Noi non attendiamo un’immaginazione, non attendiamo il realizzarsi di un progetto, noi attendiamo quello che stanotte noi crediamo: il Signore è risorto!
Vegliamo, appunto, nella notte che è rappresentativa dell’oscurità del male. Nella significativa liturgia della luce noi riconosciamo la forza mite e irresistibile del risorto: quella luce che è qui davanti ai vostri occhi, quella luce che è stata messa nelle nostre mani.
Vegliamo seminando gesti di risurrezione, anche lì dove sembra che la prevaricazione del cinismo, della violenza, della malvagità sia più forte.
Vegliamo seminando gesti di risurrezione lieti di questa seminagione anche se a volte ci costa molto cara.
Vegliamo e non solo guardiamo a questa luce mite ma accogliamo questa luce. È una luce che non sconfigge le tenebre, ma brilla nelle tenebre. Se qualcuno ha provato la tenebra, sa che nel momento stesso in cui si accende una luce, non solo in fondo al tunnel ma nel mezzo al tunnel, si comincia a sperare.
Vegliamo portando la luce che è stata messa nelle nostre mani. Ora la candela è spenta ma non si spenga la luce di Cristo che ciascuno di noi può portare in ogni angolo del mondo e diventa dono proprio quando quell’angolo è oscurato dal male, dalla prova, dalla disperazione.
Vegliamo perché vogliamo vedere il risorto, vegliamo perché lo vogliamo riconoscere sapendo bene che l’occhio non basta e mai è bastato.
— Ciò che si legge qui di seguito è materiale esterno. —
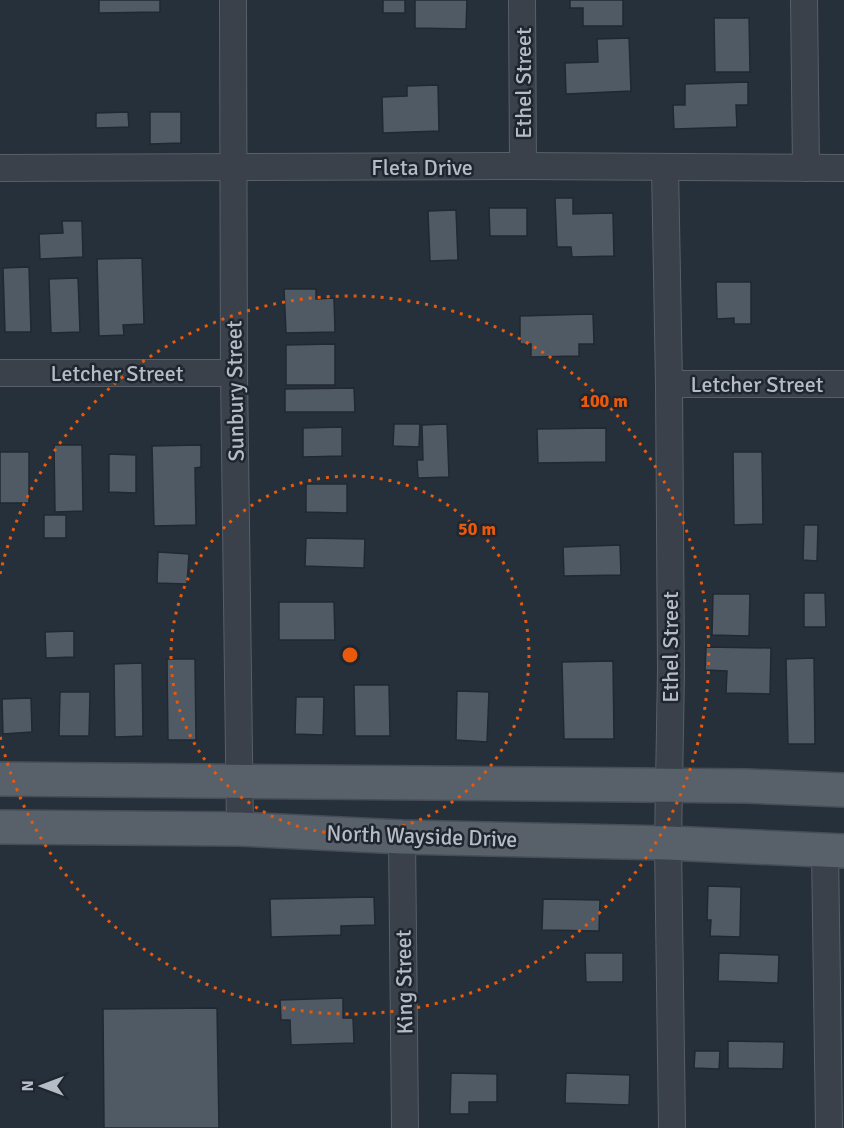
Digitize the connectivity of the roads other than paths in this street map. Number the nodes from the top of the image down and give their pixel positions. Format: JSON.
{"nodes":[{"id":1,"x":233,"y":0,"type":"edge"},
{"id":2,"x":522,"y":0,"type":"edge"},
{"id":3,"x":804,"y":0,"type":"edge"},
{"id":4,"x":523,"y":166,"type":"junction"},
{"id":5,"x":234,"y":167,"type":"junction"},
{"id":6,"x":665,"y":167,"type":"junction"},
{"id":7,"x":0,"y":168,"type":"edge"},
{"id":8,"x":806,"y":168,"type":"junction"},
{"id":9,"x":844,"y":168,"type":"edge"},
{"id":10,"x":0,"y":373,"type":"edge"},
{"id":11,"x":234,"y":374,"type":"junction"},
{"id":12,"x":669,"y":384,"type":"junction"},
{"id":13,"x":844,"y":384,"type":"edge"},
{"id":14,"x":0,"y":779,"type":"edge"},
{"id":15,"x":240,"y":782,"type":"junction"},
{"id":16,"x":668,"y":785,"type":"junction"},
{"id":17,"x":844,"y":790,"type":"edge"},
{"id":18,"x":0,"y":827,"type":"edge"},
{"id":19,"x":240,"y":829,"type":"junction"},
{"id":20,"x":402,"y":837,"type":"junction"},
{"id":21,"x":668,"y":843,"type":"junction"},
{"id":22,"x":835,"y":850,"type":"edge"},
{"id":23,"x":405,"y":1128,"type":"edge"},
{"id":24,"x":672,"y":1128,"type":"edge"},
{"id":25,"x":829,"y":1128,"type":"edge"}],
"edges":[{"from":1,"to":5,"type":"street","name":"Sunbury Street"},
{"from":2,"to":4,"type":"street","name":"Ethel Street"},
{"from":3,"to":8,"type":"street"},
{"from":4,"to":5,"type":"street","name":"Fleta Drive"},
{"from":4,"to":6,"type":"street","name":"Fleta Drive"},
{"from":5,"to":7,"type":"street","name":"Fleta Drive"},
{"from":5,"to":11,"type":"street","name":"Sunbury Street"},
{"from":6,"to":8,"type":"street","name":"Fleta Drive"},
{"from":6,"to":12,"type":"street","name":"Ethel Street"},
{"from":8,"to":9,"type":"street","name":"Fleta Drive"},
{"from":10,"to":11,"type":"street","name":"Letcher Street"},
{"from":11,"to":15,"type":"street","name":"Sunbury Street"},
{"from":12,"to":13,"type":"street","name":"Letcher Street"},
{"from":12,"to":16,"type":"street","name":"Ethel Street"},
{"from":14,"to":15,"type":"main road"},
{"from":15,"to":16,"type":"main road"},
{"from":15,"to":19,"type":"street","name":"Sunbury Street"},
{"from":16,"to":17,"type":"main road"},
{"from":16,"to":21,"type":"street","name":"Ethel Street"},
{"from":18,"to":19,"type":"main road","name":"North Wayside Drive"},
{"from":19,"to":20,"type":"main road","name":"North Wayside Drive"},
{"from":20,"to":21,"type":"main road","name":"North Wayside Drive"},
{"from":20,"to":23,"type":"street","name":"King Street"},
{"from":21,"to":22,"type":"main road","name":"North Wayside Drive"},
{"from":21,"to":24,"type":"street","name":"Ethel Street"},
{"from":22,"to":25,"type":"street"}]}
Il Vangelo ci testimonia quanti hanno incontrato Cristo: l’hanno visto, ma non gli hanno creduto. Noi vogliamo vedere il risorto con gli occhi della fede perché vogliamo riconoscerlo per quello che è: il più grande dono di Dio. Per poterlo riconoscerlo abbiamo bisogno della sua parola: ecco perché nella veglia la parola di Dio è diffusa così abbondantemente, ma ne basta anche solo una scintilla perché i nostri occhi possano vedere il risorto.
Vegliamo lasciandoci immergere nella grazia pasquale. Ha detto l’apostolo: “siete battezzati in Cristo”. Non dimentichiamolo mai: battezzati significa immersi. Noi siamo stati immersi nella morte di Cristo e non c’è più nessuna morte che ci possa spaventare, perché immersi nella sua morte noi possiamo risorgere con lui, anzi dice l’apostolo “siamo già risorti con lui”.
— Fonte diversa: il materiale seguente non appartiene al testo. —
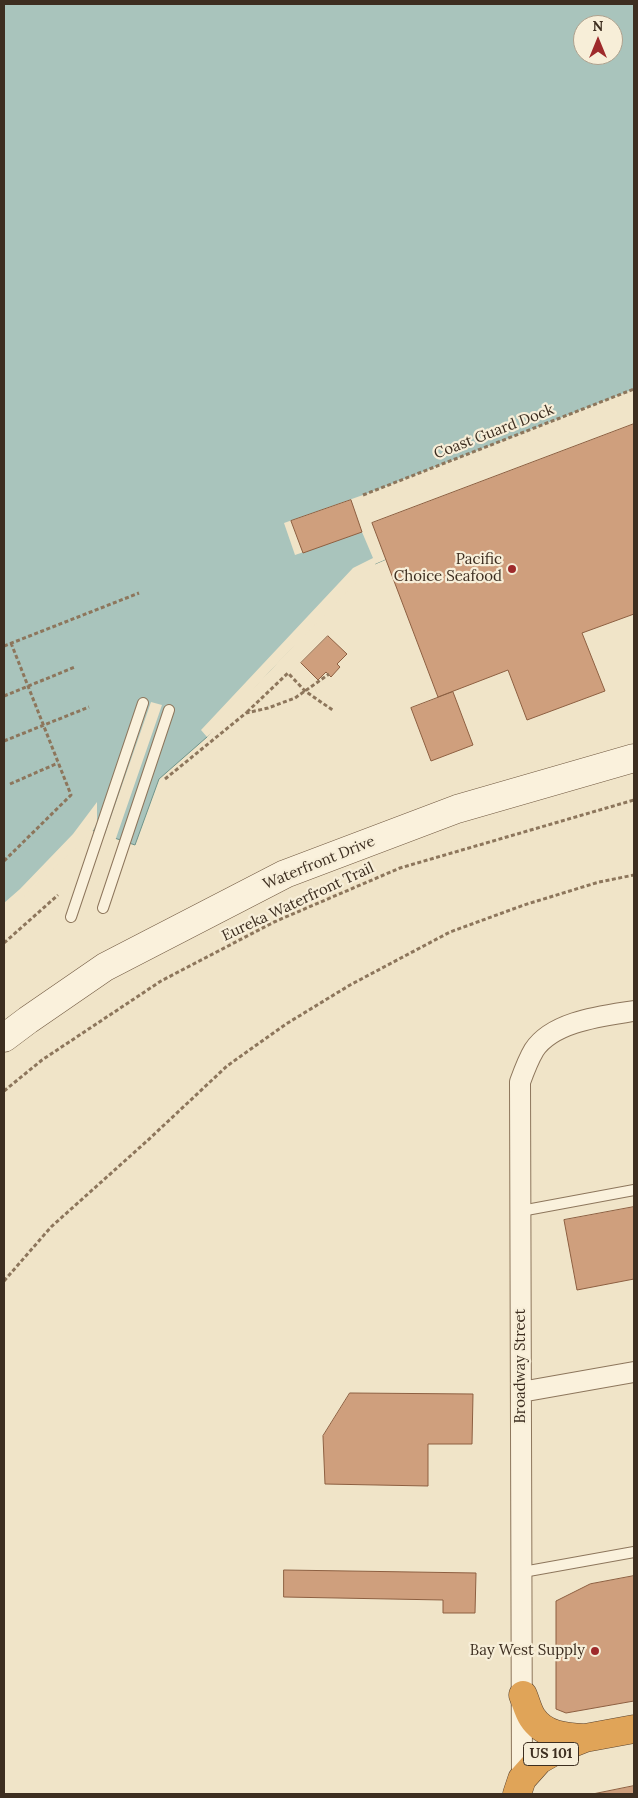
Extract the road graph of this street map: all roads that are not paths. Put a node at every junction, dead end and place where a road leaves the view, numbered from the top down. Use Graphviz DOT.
graph roads {
  1 [pos="143,703"];
  2 [pos="168,710"];
  3 [pos="634,758"];
  4 [pos="103,908"];
  5 [pos="71,917"];
  6 [pos="634,1011"];
  7 [pos="4,1038"];
  8 [pos="634,1190"];
  9 [pos="521,1211"];
  10 [pos="634,1372"];
  11 [pos="521,1392"];
  12 [pos="634,1552"];
  13 [pos="523,1572"];
  14 [pos="523,1695"];
  15 [pos="634,1729"];
  16 [pos="586,1738"];
  17 [pos="520,1786"];
  1 -- 5 [label="lane"];
  2 -- 4 [label="lane"];
  3 -- 7 [label="street, Waterfront Drive"];
  6 -- 9 [label="street, Broadway Street"];
  8 -- 9 [label="lane"];
  9 -- 11 [label="street, Broadway Street"];
  10 -- 11 [label="street"];
  11 -- 13 [label="street, Broadway Street"];
  12 -- 13 [label="lane"];
  13 -- 14 [label="street, Broadway Street"];
  14 -- 16 [label="highway"];
  14 -- 17 [label="street, Broadway Street"];
  15 -- 16 [label="highway, US 101"];
  16 -- 17 [label="highway, US 101"];
}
Care sorelle e fratelli, le smentite, il dolore, le sofferenze che a volte in modo enorme stanno nel cuore delle persone sono il calvario che le persone hanno dentro di sé, ma noi non ci fermiamo al Calvario: il nostro cammino continua, arriva al sepolcro e finalmente lo scopre vuoto e poi vede il risorto nella nostra vita per poi testimoniarlo perché altri provati possano vederlo nella loro.
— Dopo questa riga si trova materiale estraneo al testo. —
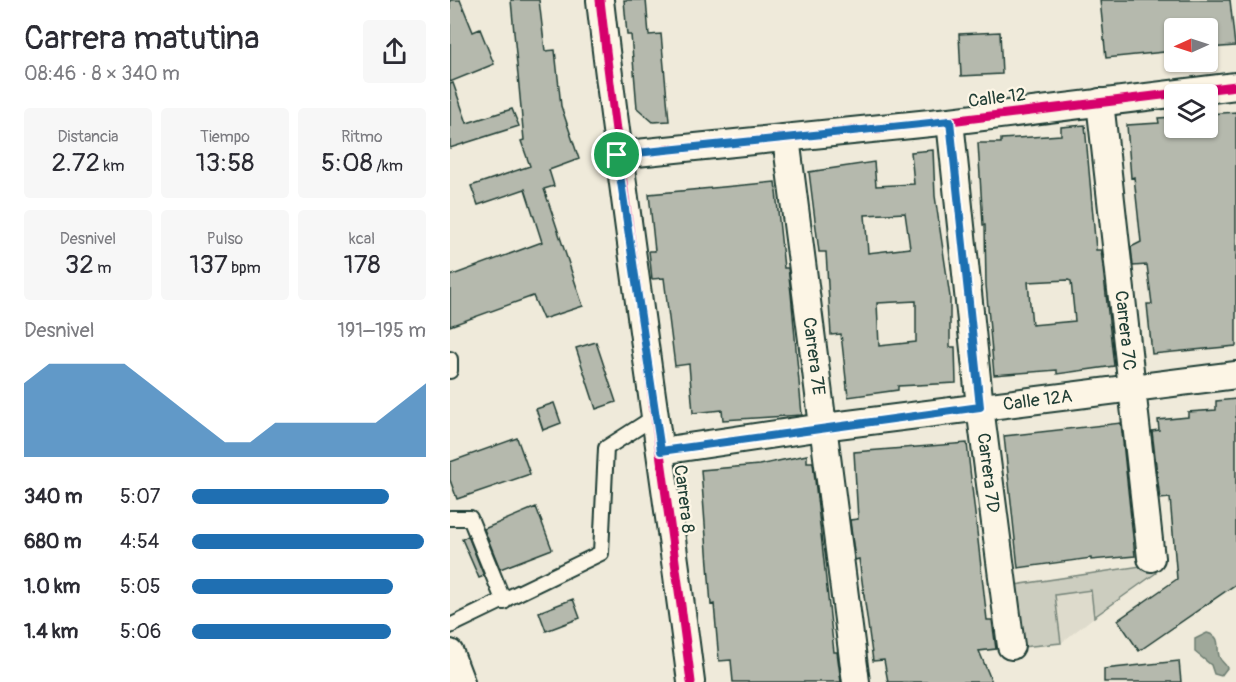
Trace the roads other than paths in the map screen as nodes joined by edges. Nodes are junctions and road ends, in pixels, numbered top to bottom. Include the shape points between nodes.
1 (600, 0) edge
2 (1236, 86) edge
3 (1100, 102) junction
4 (950, 121) junction
5 (786, 138) junction
6 (617, 155) junction
7 (450, 360) edge
8 (450, 371) edge
9 (1236, 375) edge
10 (1131, 389) junction
11 (980, 407) junction
12 (656, 416) junction
13 (823, 427) junction
14 (661, 451) junction
15 (450, 518) edge
16 (1151, 558) dead end
17 (504, 602) junction
18 (450, 626) edge
19 (1011, 646) dead end
20 (450, 653) edge
21 (461, 682) edge
22 (691, 682) edge
23 (856, 682) edge

1 - 6 street, Carrera 8
2 - 3 street, Calle 12
3 - 4 street, Calle 12
3 - 10 street, Carrera 7C
4 - 5 street, Calle 12
4 - 11 street, Carrera 7D
5 - 6 street, Calle 12
5 - 13 street, Carrera 7E
6 - 12 street, Carrera 8
7 - 8 lane
9 - 10 street, Calle 12A
10 - 11 street, Calle 12A
10 - 16 street, Carrera 7C
11 - 13 street, Calle 12A
11 - 19 street, Carrera 7D
12 - 14 street, Carrera 8
12 - 17 lane via 606,448 601,553
13 - 14 street, Calle 12A
13 - 23 street, Carrera 7E
14 - 22 street, Carrera 8
15 - 17 lane via 470,518
17 - 18 lane
20 - 21 street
Ci hanno immerso nella grazia del battesimo che è la grazia pasquale. E stasera noi vogliamo rinnovare la nostra corrispondenza a questa grazia con le promesse del battesimo che tra qualche istante rinnoveremo. Tutto questo è alimentato da un piccolo ma luminoso segno: il battesimo di una donna, di una persona adulta. Il suo battesimo risveglia la consapevolezza della grazia del nostro.
Vegliamo e poi nel momento in cui giungeremo all’Eucaristia noi capiremo perché vegliamo: noi vegliamo perché annunciamo la tua morte, proclamiamo la tua risurrezione, nell’attesa della tua venuta. Mentre pronunciamo queste parole noi ci introduciamo alle vie del mondo, alle vie delle nostra esistenza, alle vie dell’esistenza dei nostri fratelli particolarmente più provati, proprio con nel cuore la gioia intima che nemmeno l’amarezza più dura può sconfiggere, di accogliere il grande annuncio della risurrezione di Cristo.